Seeking novel mediators of resistance and susceptibility to ischemia-induced acute renal failure

Full Project Name:The Role of 20-HETE in Ischemic Acute Renal Failure; Mechanism of Resistance to Acute Renal Failure in Brown Norway RatsPrincipal Investigator:Scott Van Why, MD, PediatricsAward Amount:$134,243
Award Date
April2007
Project Duration:36 months

Project Description Narrative:


It has long been known that developing acute renal failure (ARF) has a major effect on reducing the survival of hospitalized patients, especially those with cardiovascular disease. Despite advances in dialysis therapy, the poor survival associated with acute renal failure has not improved.
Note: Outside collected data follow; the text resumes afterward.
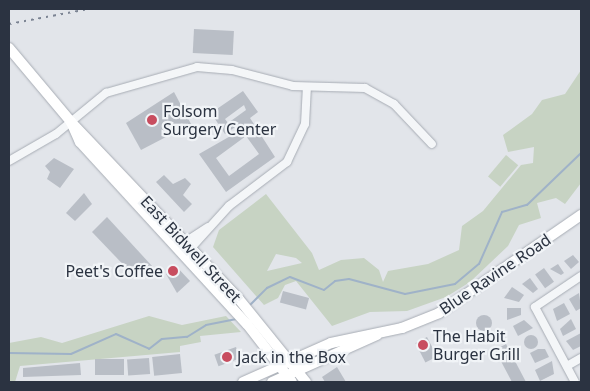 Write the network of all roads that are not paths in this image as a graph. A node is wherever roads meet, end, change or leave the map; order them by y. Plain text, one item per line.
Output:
1 (9, 48) edge
2 (307, 87) junction
3 (71, 122) junction
4 (432, 144) dead end
5 (9, 161) edge
6 (136, 204) junction
7 (581, 216) edge
8 (188, 245) junction
9 (180, 253) junction
10 (581, 276) edge
11 (240, 300) junction
12 (252, 321) junction
13 (377, 335) junction
14 (581, 358) edge
15 (290, 361) junction
16 (280, 366) junction
17 (566, 366) junction
18 (297, 370) junction
19 (289, 379) edge
20 (242, 382) edge
21 (272, 382) edge
22 (306, 382) edge
23 (575, 382) edge

1 - 3 main road, East Bidwell Street
2 - 3 street
2 - 4 street
2 - 8 street
3 - 5 street
3 - 6 main road, East Bidwell Street
3 - 8 main road, East Bidwell Street
6 - 8 main road
6 - 9 main road, East Bidwell Street
7 - 13 main road, Blue Ravine Road
8 - 11 main road, East Bidwell Street
9 - 11 main road
9 - 12 main road, East Bidwell Street
10 - 17 street
11 - 12 main road, East Bidwell Street
12 - 15 main road, East Bidwell Street
12 - 16 main road, East Bidwell Street
13 - 15 main road, Blue Ravine Road
13 - 18 main road, Blue Ravine Road
14 - 17 street
15 - 16 main road, Blue Ravine Road
15 - 18 main road, East Bidwell Street
16 - 19 main road, East Bidwell Street
16 - 20 main road, Blue Ravine Road
17 - 23 street
18 - 19 main road, Blue Ravine Road
18 - 22 main road, East Bidwell Street
19 - 21 main road, Blue Ravine Road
Recent animal studies have confirmed clinical suspicions that ischemia induced acute renal failure alone has detrimental system effects separate from merely complicating the care of a very ill patient. Specifically, measurable injury and impairment of pulmonary and cardiac function are found following isolated, ischemia induced ARF. Furthermore, it has long been known that early ischemic ARF, called primary graft non-function, substantially increases the risk of rejection and reduces the survival of transplanted kidneys. Since end-stage renal disease, requiring dialysis and transplantation, is dramatically increasing in Wisconsin, as elsewhere, the negative impact of ARF on survival of kidney transplants will progressively and substantially impair the long-term health and increase the cost of providing care to patients with end-stage renal disease in Wisconsin.

This project seeks to find novel mediators of resistance and susceptibility to ischemia-induced ARF.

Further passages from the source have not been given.